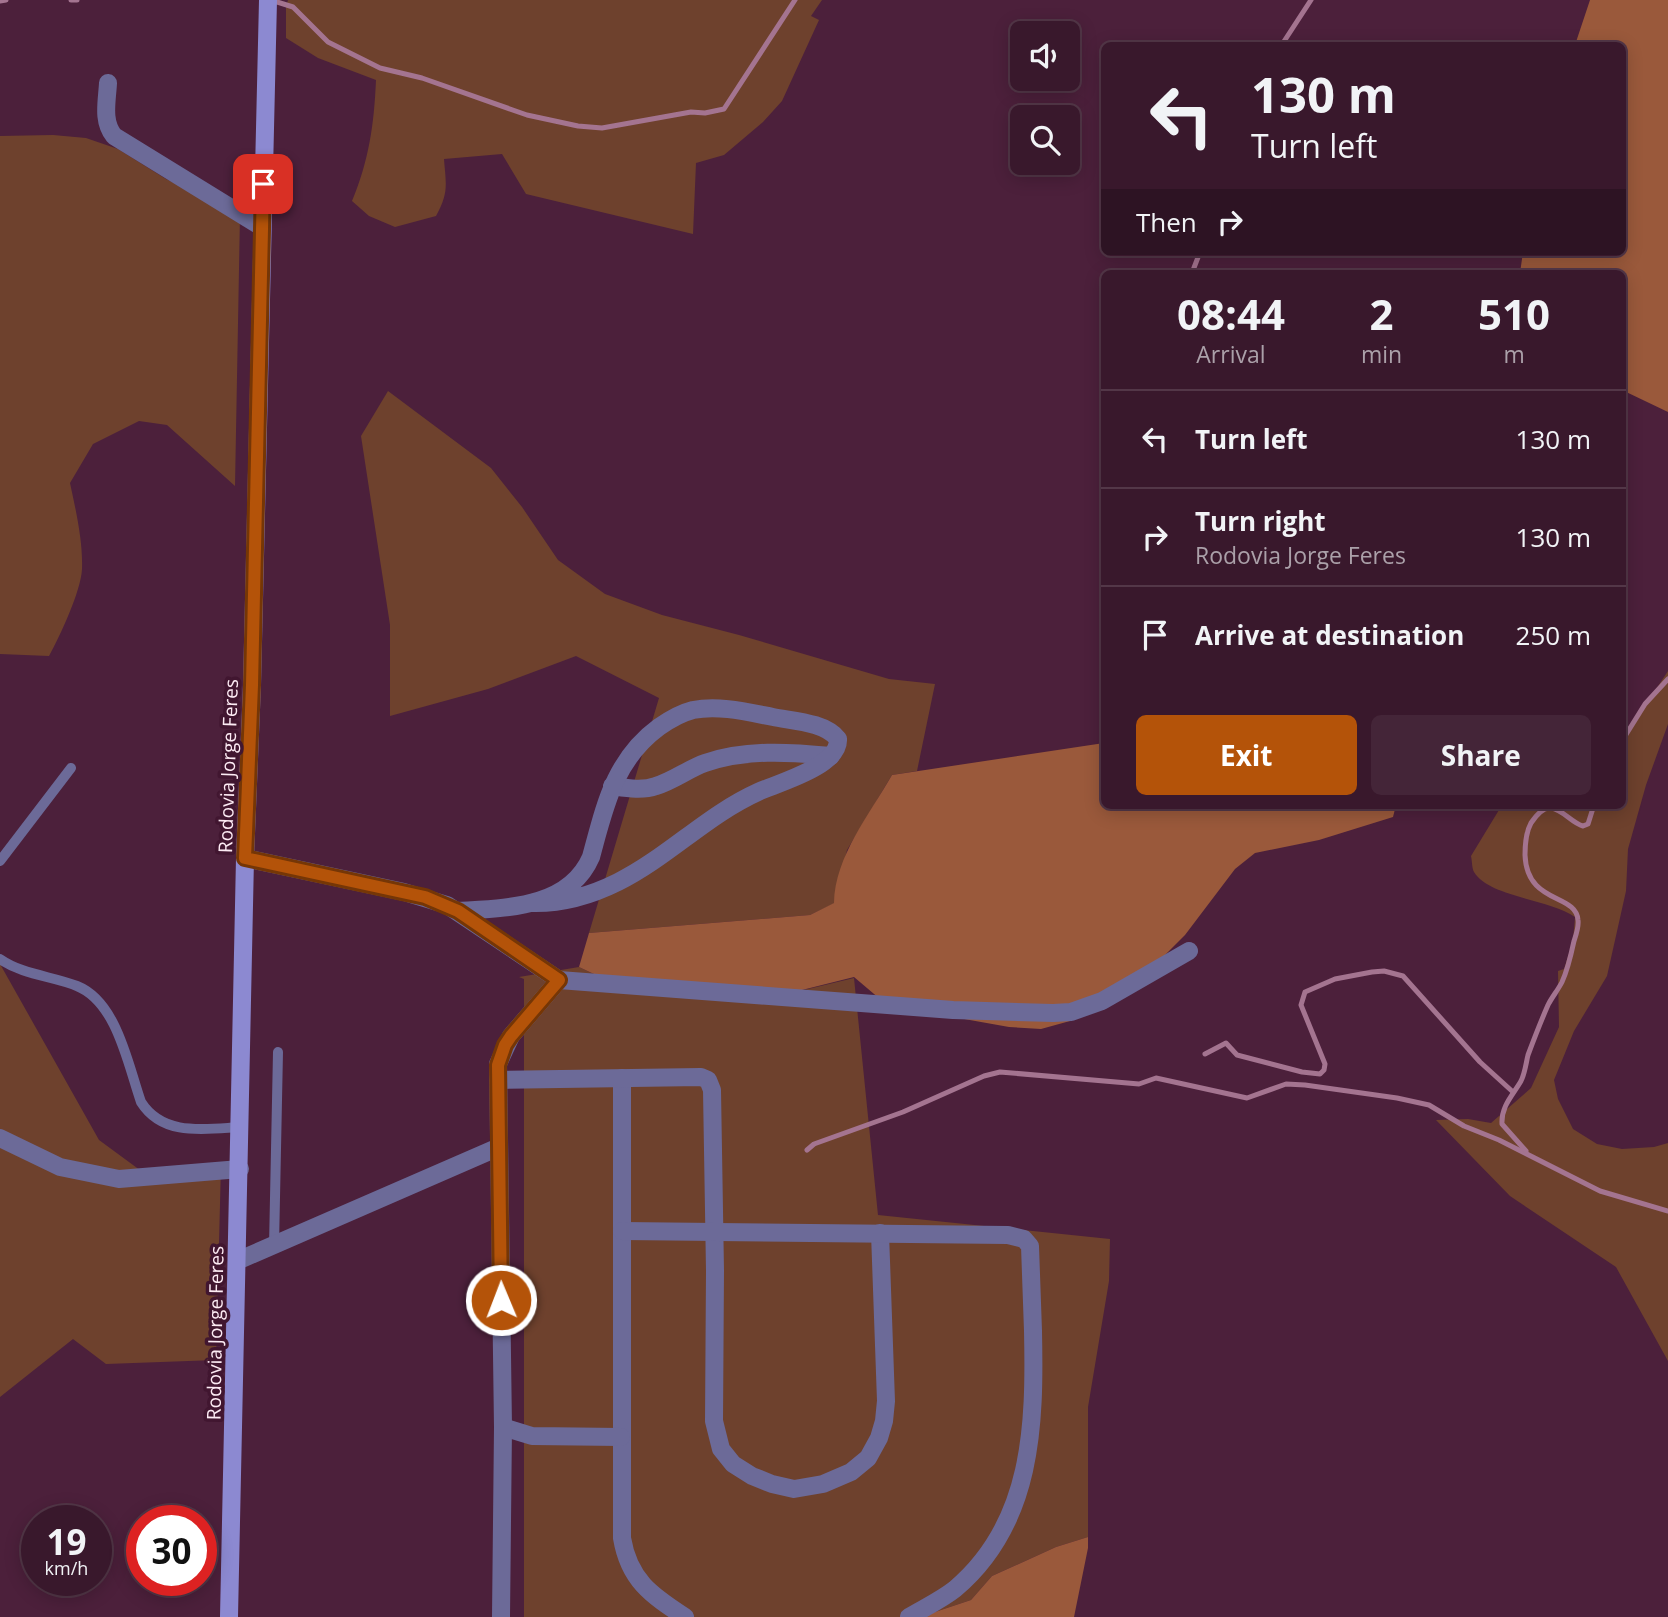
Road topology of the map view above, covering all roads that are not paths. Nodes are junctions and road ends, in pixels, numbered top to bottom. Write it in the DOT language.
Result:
graph roads {
  1 [pos="268,0"];
  2 [pos="108,83"];
  3 [pos="262,227"];
  4 [pos="831,756"];
  5 [pos="71,768"];
  6 [pos="612,786"];
  7 [pos="245,858"];
  8 [pos="0,861"];
  9 [pos="531,903"];
  10 [pos="458,911"];
  11 [pos="1189,951"];
  12 [pos="0,959"];
  13 [pos="559,980"];
  14 [pos="278,1052"];
  15 [pos="622,1078"];
  16 [pos="498,1080"];
  17 [pos="241,1127"];
  18 [pos="0,1138"];
  19 [pos="499,1147"];
  20 [pos="240,1169"];
  21 [pos="622,1231"];
  22 [pos="715,1232"];
  23 [pos="880,1233"];
  24 [pos="274,1246"];
  25 [pos="237,1261"];
  26 [pos="503,1427"];
  27 [pos="621,1437"];
  28 [pos="229,1617"];
  29 [pos="501,1617"];
  30 [pos="685,1617"];
  31 [pos="909,1617"];
  1 -- 3 [label="main road, Rodovia Jorge Feres"];
  2 -- 3 [label="street"];
  3 -- 7 [label="main road, Rodovia Jorge Feres"];
  4 -- 6 [label="street"];
  4 -- 6 [label="street"];
  4 -- 9 [label="street"];
  5 -- 8 [label="lane"];
  6 -- 9 [label="street"];
  7 -- 10 [label="street"];
  7 -- 17 [label="main road, Rodovia Jorge Feres"];
  9 -- 10 [label="street"];
  10 -- 13 [label="street"];
  11 -- 13 [label="street"];
  12 -- 17 [label="lane"];
  13 -- 16 [label="street"];
  14 -- 24 [label="lane"];
  15 -- 16 [label="street"];
  15 -- 21 [label="street"];
  15 -- 22 [label="street"];
  16 -- 19 [label="street"];
  17 -- 20 [label="main road, Rodovia Jorge Feres"];
  18 -- 20 [label="street"];
  19 -- 24 [label="street"];
  19 -- 26 [label="street"];
  20 -- 25 [label="main road, Rodovia Jorge Feres"];
  21 -- 22 [label="street"];
  21 -- 27 [label="street"];
  22 -- 23 [label="street"];
  22 -- 23 [label="street"];
  23 -- 31 [label="street"];
  24 -- 25 [label="street"];
  25 -- 28 [label="main road, Rodovia Jorge Feres"];
  26 -- 27 [label="street"];
  26 -- 29 [label="street"];
  27 -- 30 [label="street"];
}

● ● ● ● ● ● ●

> What you need to do
Leave out the images and copy every record above exactly.

> Solved problem
Road topology of the map view above, covering all roads that are not paths. Nodes are junctions and road ends, in pixels, numbered top to bottom. Write it in the DOT language.
Result:
graph roads {
  1 [pos="268,0"];
  2 [pos="108,83"];
  3 [pos="262,227"];
  4 [pos="831,756"];
  5 [pos="71,768"];
  6 [pos="612,786"];
  7 [pos="245,858"];
  8 [pos="0,861"];
  9 [pos="531,903"];
  10 [pos="458,911"];
  11 [pos="1189,951"];
  12 [pos="0,959"];
  13 [pos="559,980"];
  14 [pos="278,1052"];
  15 [pos="622,1078"];
  16 [pos="498,1080"];
  17 [pos="241,1127"];
  18 [pos="0,1138"];
  19 [pos="499,1147"];
  20 [pos="240,1169"];
  21 [pos="622,1231"];
  22 [pos="715,1232"];
  23 [pos="880,1233"];
  24 [pos="274,1246"];
  25 [pos="237,1261"];
  26 [pos="503,1427"];
  27 [pos="621,1437"];
  28 [pos="229,1617"];
  29 [pos="501,1617"];
  30 [pos="685,1617"];
  31 [pos="909,1617"];
  1 -- 3 [label="main road, Rodovia Jorge Feres"];
  2 -- 3 [label="street"];
  3 -- 7 [label="main road, Rodovia Jorge Feres"];
  4 -- 6 [label="street"];
  4 -- 6 [label="street"];
  4 -- 9 [label="street"];
  5 -- 8 [label="lane"];
  6 -- 9 [label="street"];
  7 -- 10 [label="street"];
  7 -- 17 [label="main road, Rodovia Jorge Feres"];
  9 -- 10 [label="street"];
  10 -- 13 [label="street"];
  11 -- 13 [label="street"];
  12 -- 17 [label="lane"];
  13 -- 16 [label="street"];
  14 -- 24 [label="lane"];
  15 -- 16 [label="street"];
  15 -- 21 [label="street"];
  15 -- 22 [label="street"];
  16 -- 19 [label="street"];
  17 -- 20 [label="main road, Rodovia Jorge Feres"];
  18 -- 20 [label="street"];
  19 -- 24 [label="street"];
  19 -- 26 [label="street"];
  20 -- 25 [label="main road, Rodovia Jorge Feres"];
  21 -- 22 [label="street"];
  21 -- 27 [label="street"];
  22 -- 23 [label="street"];
  22 -- 23 [label="street"];
  23 -- 31 [label="street"];
  24 -- 25 [label="street"];
  25 -- 28 [label="main road, Rodovia Jorge Feres"];
  26 -- 27 [label="street"];
  26 -- 29 [label="street"];
  27 -- 30 [label="street"];
}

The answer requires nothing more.